We begin the campaign with X teenagers coming of age on a small chain of islands. The chain is diverse, and the adventure would have guidance for building the islands each kid comes from based on what they want to play, involving asking each player questions in a sort of session 0 mini game. This way all races are on the table, but every species ever printed isn't on these islands. Also you get a group of PCs with ties and bonds in this place, reasons to care what happens to it, etc.

It is the Great Dragon Festival, which is a time to celebrate when the dragons came and saved the world from darkness a thousand years ago, and to light up the night in thanks. The festival happens mostly on the biggest island in the chain, which is home to the Dragon Temple, and so every few years teens from 14 to 16 (small population, there aren't always like 5 15 year olds every year) are tasked with entering the Dragon Temple and lighting the fires inside of it, which will shine through the crystalline eyes of the great dragon's head at the top of the temple.

When the teens gather and enter the temple, they find that darklings have infested it, and even the light crystals that normally glow perpetually have gone dark. It's a fairly short dungeon, but getting the lights back on requires finding the power stations, realigning the mirrors that feed sunlight to the crystals, and defeating the darklings along the way.

At the end of the temple, up in the dragon's head, you get a boss fight with things you have to break or activate or whatever in order to weaken the BBEG. Once that's done, the group is able to light the central crystaline light of the temple, shooting brilliant light out of the dragon's eyes. That done, they are spoken to by the temple itself, which is a sentient celestial construct in the form of a dragon, and thus actually one of the dragons that came to the world to save it a thousand years ago. They're tasked by the dragon with finding the other dragons and awakening them before the forces of darkness do, and warns that if they find one that has been awakened by darkness, it will be corrupted and require cleansing, but once cleansed and awakened, a dragon will protect it's region and bestow a boon.

And then you get a really interesting dynamic where you get a ship, recruit people you know to help crew it, and set sail, exploring a fairly open world but always heading swiftly toward the next Dragon Temple, eventually getting the ship magically upgraded to an airship by the fourth great dragon, and there are 3 of the four Great Dragon Temples already in the sky, and they're corrupted, and they're a huge threat, and one is heading toward the island chain you're from.

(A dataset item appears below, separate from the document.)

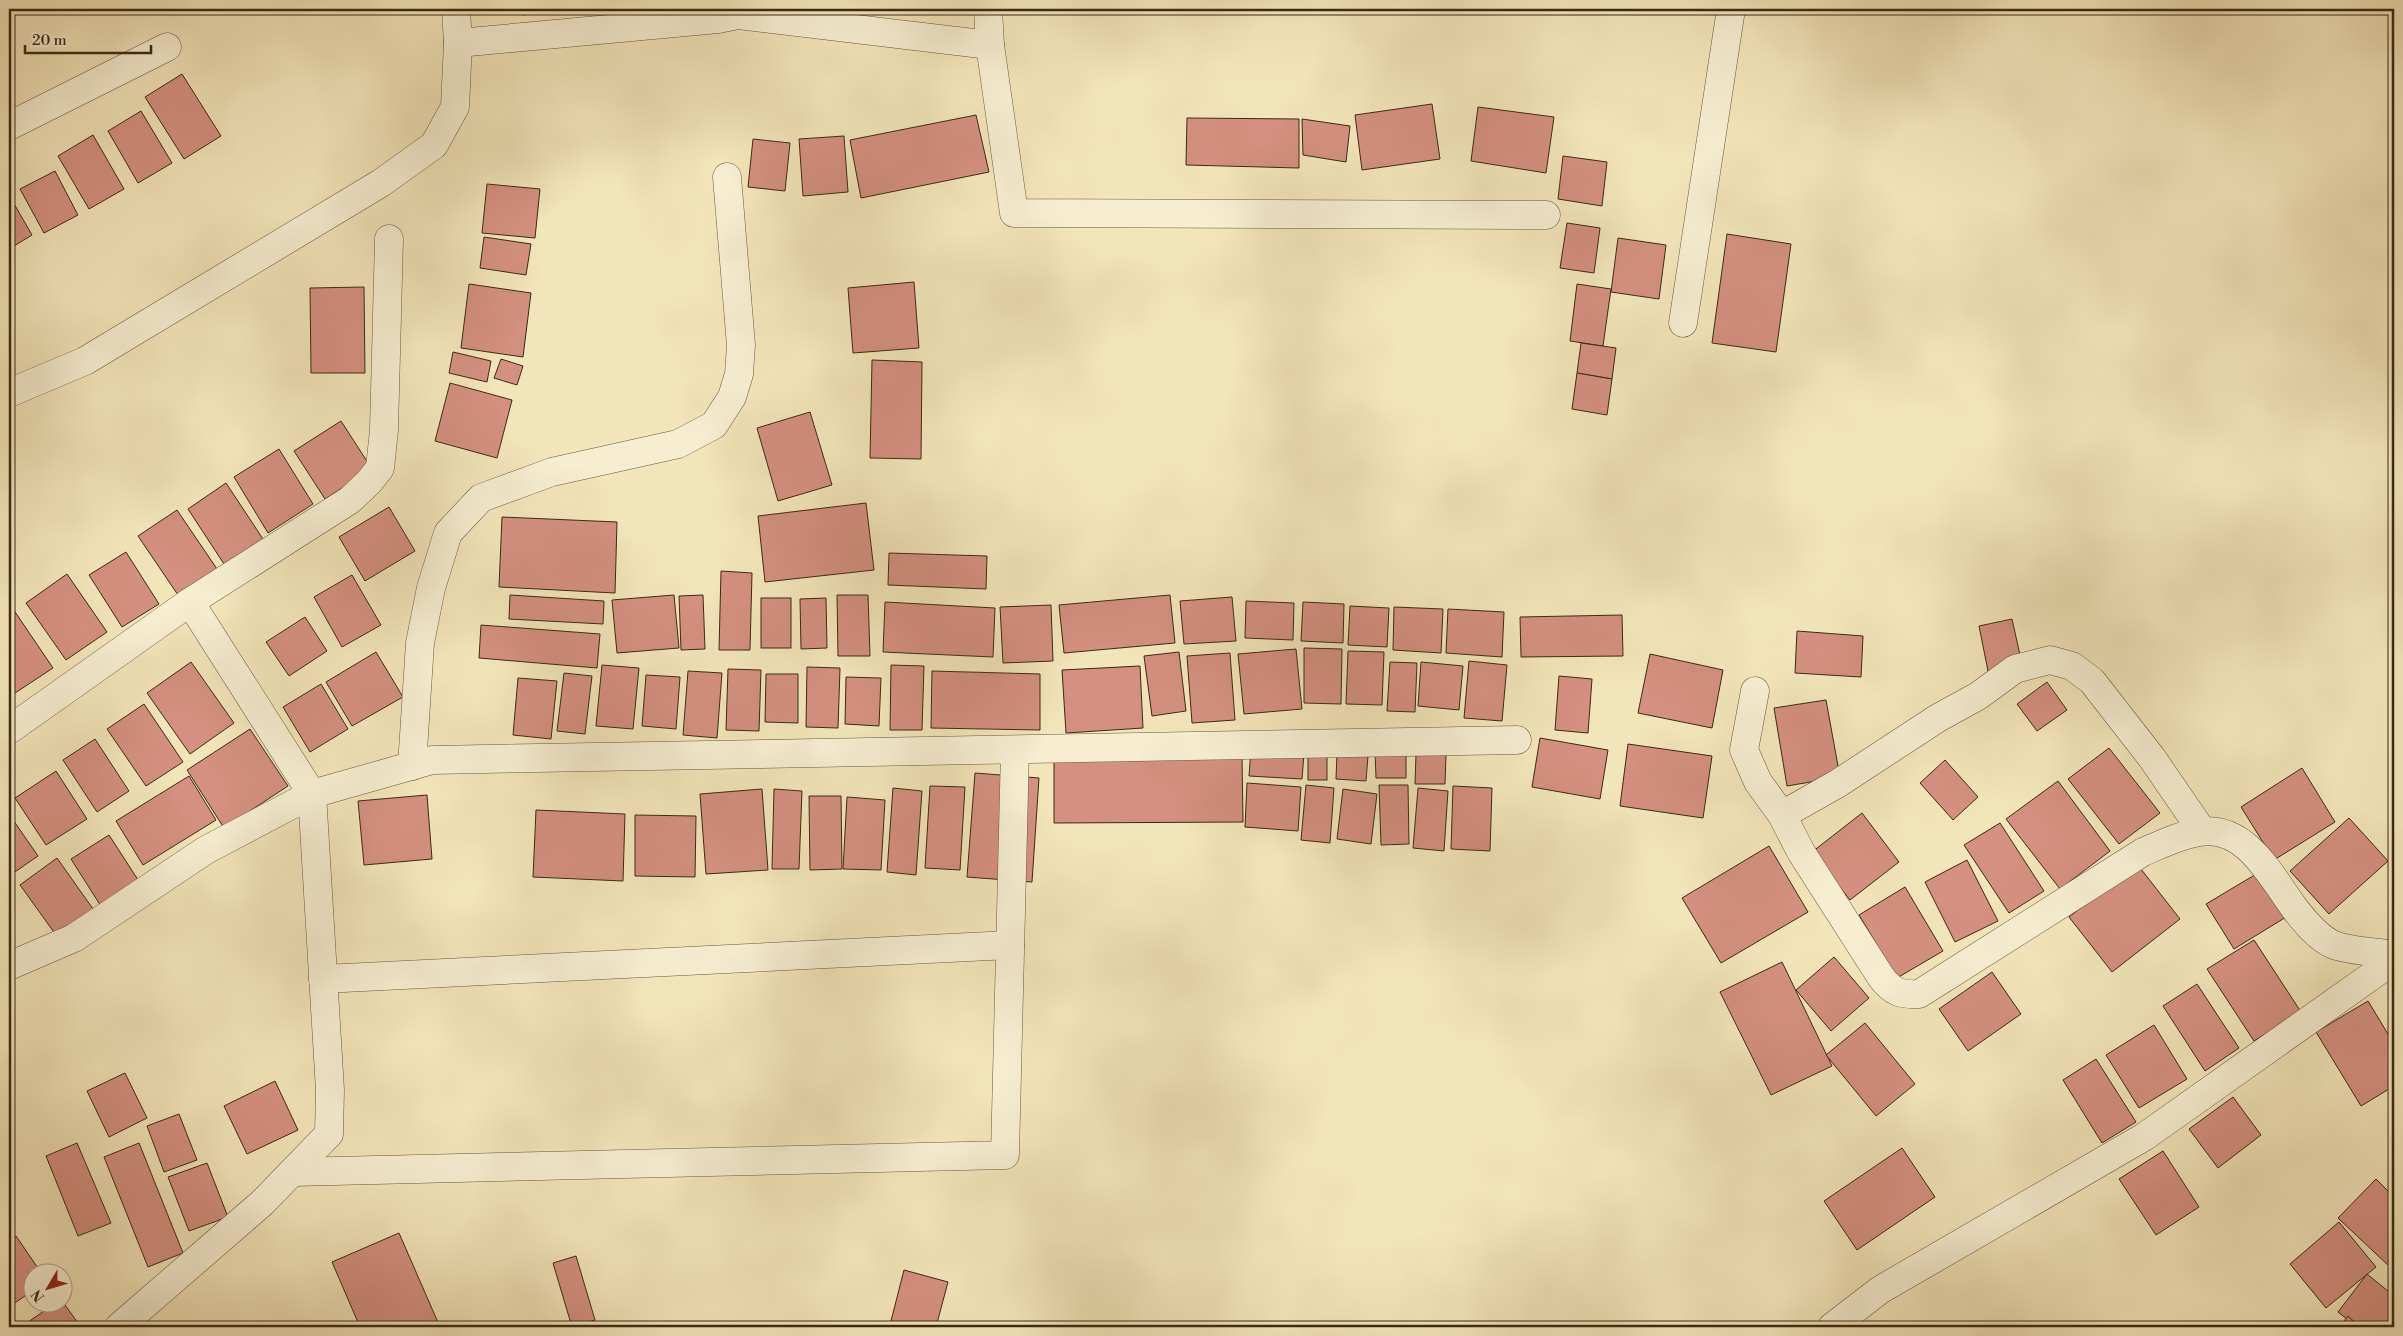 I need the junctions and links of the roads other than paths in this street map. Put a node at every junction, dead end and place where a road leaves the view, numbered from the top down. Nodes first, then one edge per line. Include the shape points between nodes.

The GDTs would be harder and a little more complex, but none of these "dungeons" would be anything like a megadungeon. We're talking a dozen rooms and as many non-room areas, many of which will need to be visited multiple times, as you fight your way through a living puzzle that is trying to help the dark creatures inside and on it fight you off, but is weakened as you cleanse each power crystal and restore it's light, until eventually you have to fight the boss, and you can cleanse the control crystal and return the dragon wholly to the light.

stuff like managing allies, assigning other teams to deal with lesser things or rally allies, forging alliances, etc, would probably be optional, but well supported, with benefits for success and complications for failure. What do you do to help these refugees created by your failure to set up a sufficient defense of this port city that is now on fire? Think Dragon Age Inquisition's war table, with different skillsets available to you for the advisory roles you need.

Maybe end the whole thing with a battle where you get to ride dragons into battle against a big darkness cthulu or whatever, as a cool climax to the campaign, or maybe go the zelda route and you have to make your way into the depths of the cthulu's lair and battle it on it's own ground.

But most of the action happens in dungeons that are dragons.